Nolan chuckled grimly. E
ven from about five feet away, Nolan could see that the wound—only an hour or so old—was showing signs of decay. The dead man’s smell was nasty, too—the stench of raw, freshly cut meat and the mixed stink of feces and urine made the plush and well-lit hotel corridor smell incongruously like an outhouse.

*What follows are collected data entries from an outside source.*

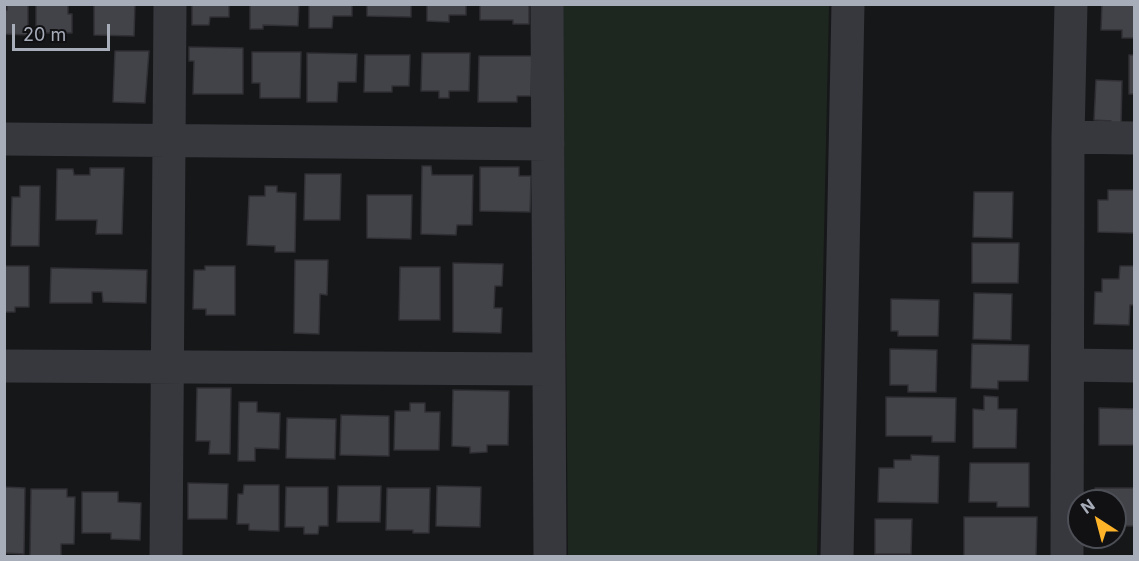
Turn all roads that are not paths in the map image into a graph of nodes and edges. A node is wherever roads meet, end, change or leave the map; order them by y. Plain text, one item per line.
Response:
1 (170, 4) edge
2 (547, 4) edge
3 (848, 4) edge
4 (1071, 4) edge
5 (1068, 137) junction
6 (1134, 138) edge
7 (4, 139) edge
8 (169, 141) junction
9 (548, 144) junction
10 (1069, 365) junction
11 (4, 366) edge
12 (167, 366) junction
13 (1134, 366) edge
14 (548, 369) junction
15 (166, 556) edge
16 (550, 556) edge
17 (837, 556) edge
18 (1067, 556) edge

1 - 8 street
2 - 9 street
3 - 17 street
4 - 5 street
5 - 6 street
5 - 10 street
7 - 8 street
8 - 9 street
8 - 12 street
9 - 14 street
10 - 13 street
10 - 18 street
11 - 12 street
12 - 14 street
12 - 15 street
14 - 16 street

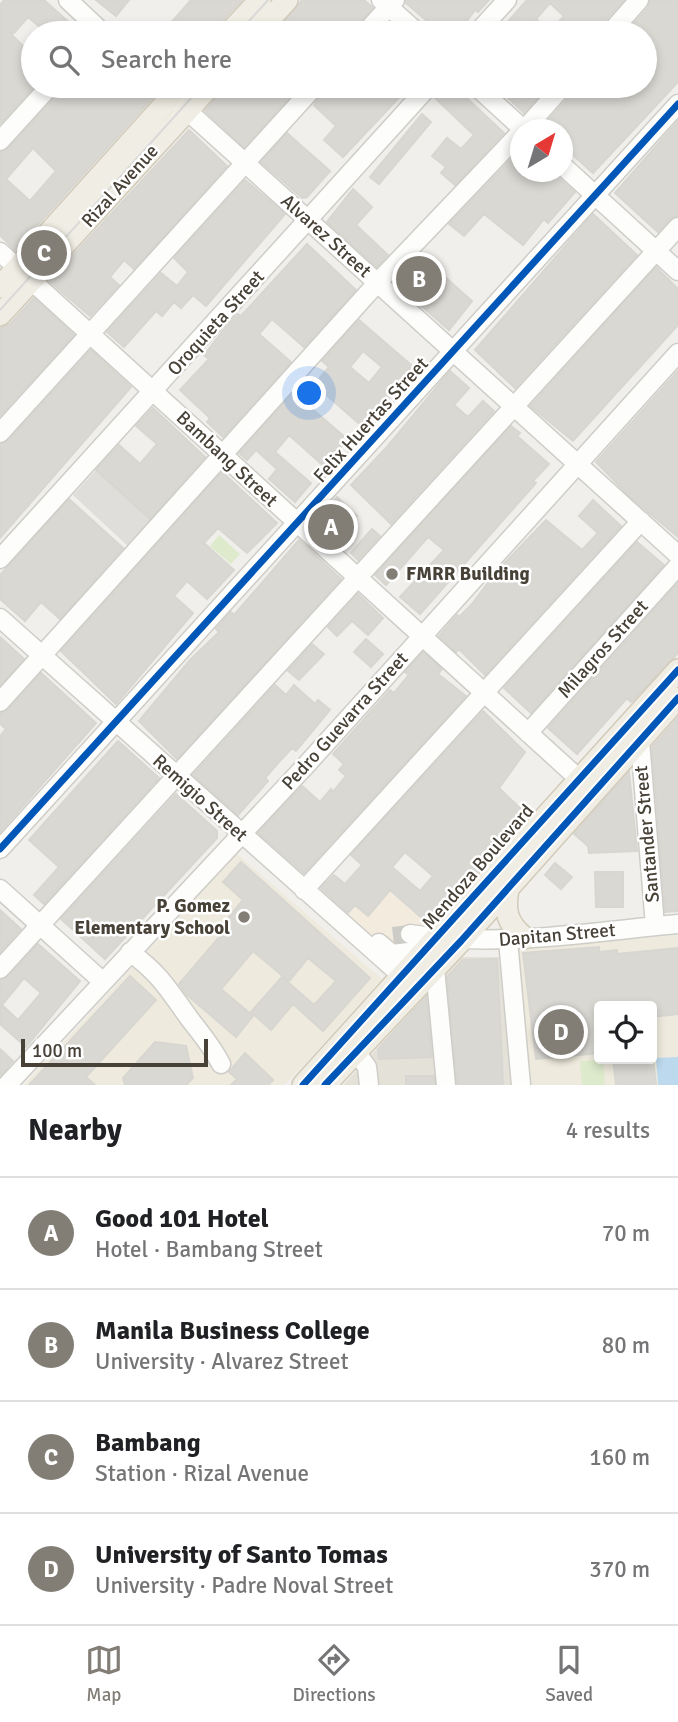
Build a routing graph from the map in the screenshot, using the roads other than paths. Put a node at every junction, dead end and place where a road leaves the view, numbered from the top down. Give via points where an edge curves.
1 (68, 0) edge
2 (260, 0) edge
3 (287, 0) edge
4 (508, 0) edge
5 (639, 0) edge
6 (388, 2) edge
7 (89, 21) edge
8 (240, 21) edge
9 (268, 21) edge
10 (374, 21) edge
11 (406, 21) edge
12 (488, 21) edge
13 (621, 21) edge
14 (39, 98) edge
15 (164, 98) edge
16 (178, 98) edge
17 (199, 98) edge
18 (304, 98) edge
19 (418, 98) edge
20 (489, 98) edge
21 (552, 98) edge
22 (678, 104) edge
23 (187, 111) junction
24 (510, 119) edge
25 (534, 119) edge
26 (0, 141) edge
27 (510, 145) edge
28 (243, 162) junction
29 (573, 175) edge
30 (593, 194) junction
31 (308, 220) junction
32 (678, 227) edge
33 (656, 251) junction
34 (0, 252) edge
35 (678, 271) edge
36 (25, 275) junction
37 (378, 282) junction
38 (0, 287) edge
39 (0, 315) edge
40 (90, 333) junction
41 (454, 351) junction
42 (678, 353) edge
43 (155, 391) junction
44 (514, 405) junction
45 (0, 433) edge
46 (221, 453) junction
47 (578, 464) junction
48 (641, 521) junction
49 (298, 524) junction
50 (678, 555) edge
51 (0, 559) edge
52 (678, 566) edge
53 (357, 578) junction
54 (0, 618) edge
55 (422, 637) junction
56 (41, 655) junction
57 (678, 670) edge
58 (484, 693) junction
59 (678, 698) edge
60 (0, 702) edge
61 (117, 723) junction
62 (528, 733) junction
63 (640, 741) junction
64 (176, 776) junction
65 (579, 779) junction
66 (241, 834) junction
67 (0, 849) edge
68 (0, 889) edge
69 (508, 889) junction
70 (304, 890) junction
71 (39, 925) junction
72 (678, 925) edge
73 (655, 926) junction
74 (517, 939) junction
75 (461, 941) junction
76 (389, 946) junction
77 (130, 952) junction
78 (432, 952) junction
79 (0, 969) edge
80 (402, 975) junction
81 (102, 981) junction
82 (356, 1052) junction
83 (221, 1064) dead end
84 (7, 1085) edge
85 (303, 1085) edge
86 (325, 1085) edge
87 (369, 1085) edge
88 (446, 1085) edge
89 (521, 1085) edge

1 - 7 street
2 - 8 main road
3 - 9 main road
4 - 12 street
5 - 13 street
6 - 10 street
6 - 11 street
14 - 26 street
15 - 36 main road, Rizal Avenue
16 - 23 street, Alvarez Street
17 - 23 main road, Rizal Avenue
18 - 28 street
19 - 31 street, Oroquieta Street
20 - 24 street
21 - 25 street
22 - 30 street, Felix Huertas Street
23 - 28 street, Alvarez Street
23 - 36 main road, Rizal Avenue
27 - 37 street
28 - 31 street, Alvarez Street
28 - 40 street
29 - 30 street
30 - 33 street
30 - 41 street, Felix Huertas Street
31 - 37 street, Alvarez Street
31 - 43 street, Oroquieta Street
32 - 33 street
33 - 35 street
33 - 44 street
34 - 36 street, Bambang Street
36 - 38 main road, Rizal Avenue
36 - 39 main road, Rizal Avenue
36 - 40 street, Bambang Street
37 - 41 street, Alvarez Street
37 - 46 street
40 - 43 street, Bambang Street
40 - 45 street
41 - 44 street, Alvarez Street
41 - 49 street, Felix Huertas Street
42 - 47 street, Pedro Guevarra Street
43 - 46 street, Bambang Street
43 - 51 street, Oroquieta Street
44 - 47 street, Alvarez Street
44 - 53 street
46 - 49 street, Bambang Street
46 - 56 street
47 - 48 street, Alvarez Street
47 - 55 street, Pedro Guevarra Street
48 - 50 street, Alvarez Street
48 - 58 street
49 - 53 street, Bambang Street
49 - 61 street, Felix Huertas Street
52 - 62 street, Milagros Street
53 - 55 street, Bambang Street
53 - 64 street
54 - 56 street, Remigio Street
55 - 58 street, Bambang Street
55 - 66 street, Pedro Guevarra Street
56 - 60 street
56 - 61 street, Remigio Street
57 - 65 main road, Mendoza Boulevard
58 - 62 street, Bambang Street
58 - 70 street
59 - 63 main road, Mendoza Boulevard
61 - 64 street, Remigio Street
61 - 67 street, Felix Huertas Street
62 - 65 street, Bambang Street
63 - 69 main road, Mendoza Boulevard
63 - 73 street, Santander Street
64 - 66 street, Remigio Street
64 - 71 street
65 - 78 main road, Mendoza Boulevard
66 - 70 street, Remigio Street
66 - 77 street, Pedro Guevarra Street
68 - 71 street
69 - 74 main road via 507,916
69 - 75 main road, Mendoza Boulevard
70 - 76 street, Remigio Street
71 - 79 street
71 - 81 street
72 - 73 street, Dapitan Street
73 - 74 street, Dapitan Street
74 - 75 street, Dapitan Street
74 - 89 street
75 - 78 main road, Mendoza Boulevard
75 - 78 street, Dapitan Street
76 - 78 street
76 - 78 street
76 - 80 street, Remigio Street
77 - 81 street, Pedro Guevarra Street
77 - 83 street via 175,994
78 - 80 main road, Mendoza Boulevard
78 - 82 main road, Mendoza Boulevard
78 - 88 street
80 - 85 main road, Mendoza Boulevard
81 - 84 street, Pedro Guevarra Street
82 - 86 main road, Mendoza Boulevard
82 - 87 street via 367,1067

Smith shined the penlight into the victim’s eyes, and Nolan could see that they had already flattened slightly—their fluid apparently had begun to drain. Nolan made a note ...
“2:56 a.m. The stiff is wilting a little.”
Nolan always wrote down whatever entered his head while on the job, no matter how seemingly trivial, redundant, or absurd. Even though the local Hollywood detectives had surely taken notes, he would need his own records. And even photographs sometimes couldn’t be counted on for crucial details. Besides, note taking was one of the few really natural things to do at a homicide scene. It kept one’s hands busy.
“So how’re you calling this one, Smitty?” asked Nolan’s partner, Sergeant Clayton Saunders, who was gingerly stalking the area with a tape measure.
The gray-haired, pudgy deputy coroner sat back on his haunches.
“Reckon it’d be natural causes,” Smitty said. “Maybe just plain old age.”
“Could he’ve choked on a chicken bone?” Clayton asked. The black detective finished his measuring and turned to study the bloodstain on the wall.
“Possibly, just possibly,” Smitty said. “He might have stuck his finger in a wall socket, too.”
“What about suicide?” Nolan asked.
“Get serious, Nol,” Smitty said, padding puppy dog-like around the body on his hands and knees. “Why would a guy that rich off himself?”
“Hell, we’re talking about one of America’s champion cutthroat buccaneers, here,” Nolan said. “Think of the guilt he must have been toting around. Here’s what happened. About one thirty-five this morning, G. K. Judson’s corporate sins caught up with him. He couldn’t live with himself for one more minute. So he took a big butcher knife out of his suitcase, walked down the hotel hallway to the elevator, rode it two floors down, stepped out into the corridor here, and sliced himself open.”